▶ _SOURCE INFORMATION_:
....

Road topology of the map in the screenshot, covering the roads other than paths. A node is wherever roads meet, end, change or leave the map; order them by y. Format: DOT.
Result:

....

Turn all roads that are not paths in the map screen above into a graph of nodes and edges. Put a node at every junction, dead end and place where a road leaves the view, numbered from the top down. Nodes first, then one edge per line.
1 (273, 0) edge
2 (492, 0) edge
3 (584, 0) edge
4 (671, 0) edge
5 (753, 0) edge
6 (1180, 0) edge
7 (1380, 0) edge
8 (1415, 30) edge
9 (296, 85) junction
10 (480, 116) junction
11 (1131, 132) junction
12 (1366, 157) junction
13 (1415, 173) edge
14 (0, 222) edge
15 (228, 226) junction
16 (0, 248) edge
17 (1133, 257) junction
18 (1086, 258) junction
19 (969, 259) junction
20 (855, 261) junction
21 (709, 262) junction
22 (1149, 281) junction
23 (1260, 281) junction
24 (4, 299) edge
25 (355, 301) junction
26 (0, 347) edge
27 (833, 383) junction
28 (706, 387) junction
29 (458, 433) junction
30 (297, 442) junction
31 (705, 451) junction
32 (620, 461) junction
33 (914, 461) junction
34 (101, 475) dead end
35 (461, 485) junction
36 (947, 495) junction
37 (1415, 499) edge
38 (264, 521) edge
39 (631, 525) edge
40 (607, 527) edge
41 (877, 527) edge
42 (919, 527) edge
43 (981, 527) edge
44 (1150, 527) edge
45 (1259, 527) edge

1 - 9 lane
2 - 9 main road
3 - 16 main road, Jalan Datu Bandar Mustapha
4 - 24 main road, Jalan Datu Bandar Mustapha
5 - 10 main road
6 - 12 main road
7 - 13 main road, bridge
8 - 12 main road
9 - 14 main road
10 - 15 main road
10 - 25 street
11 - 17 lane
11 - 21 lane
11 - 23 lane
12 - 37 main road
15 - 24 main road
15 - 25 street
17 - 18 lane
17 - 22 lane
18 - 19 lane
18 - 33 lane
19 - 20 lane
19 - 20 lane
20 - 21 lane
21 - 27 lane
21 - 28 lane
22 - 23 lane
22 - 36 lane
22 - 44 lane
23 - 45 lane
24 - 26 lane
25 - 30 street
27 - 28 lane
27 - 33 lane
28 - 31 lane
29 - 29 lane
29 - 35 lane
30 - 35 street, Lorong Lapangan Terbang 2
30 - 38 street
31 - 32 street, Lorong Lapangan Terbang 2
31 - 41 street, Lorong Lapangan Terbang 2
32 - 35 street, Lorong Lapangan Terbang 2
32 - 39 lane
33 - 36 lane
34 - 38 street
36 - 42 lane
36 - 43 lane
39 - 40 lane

....

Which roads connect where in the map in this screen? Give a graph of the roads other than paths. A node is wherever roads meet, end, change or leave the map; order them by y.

....

▶ _REQUIREMENT_: Show, from the listing above, each line that contains the word "order".

▶ _EXERCISE OUTPUT_:
Road topology of the map in the screenshot, covering the roads other than paths. A node is wherever roads meet, end, change or leave the map; order them by y. Format: DOT.
Which roads connect where in the map in this screen? Give a graph of the roads other than paths. A node is wherever roads meet, end, change or leave the map; order them by y.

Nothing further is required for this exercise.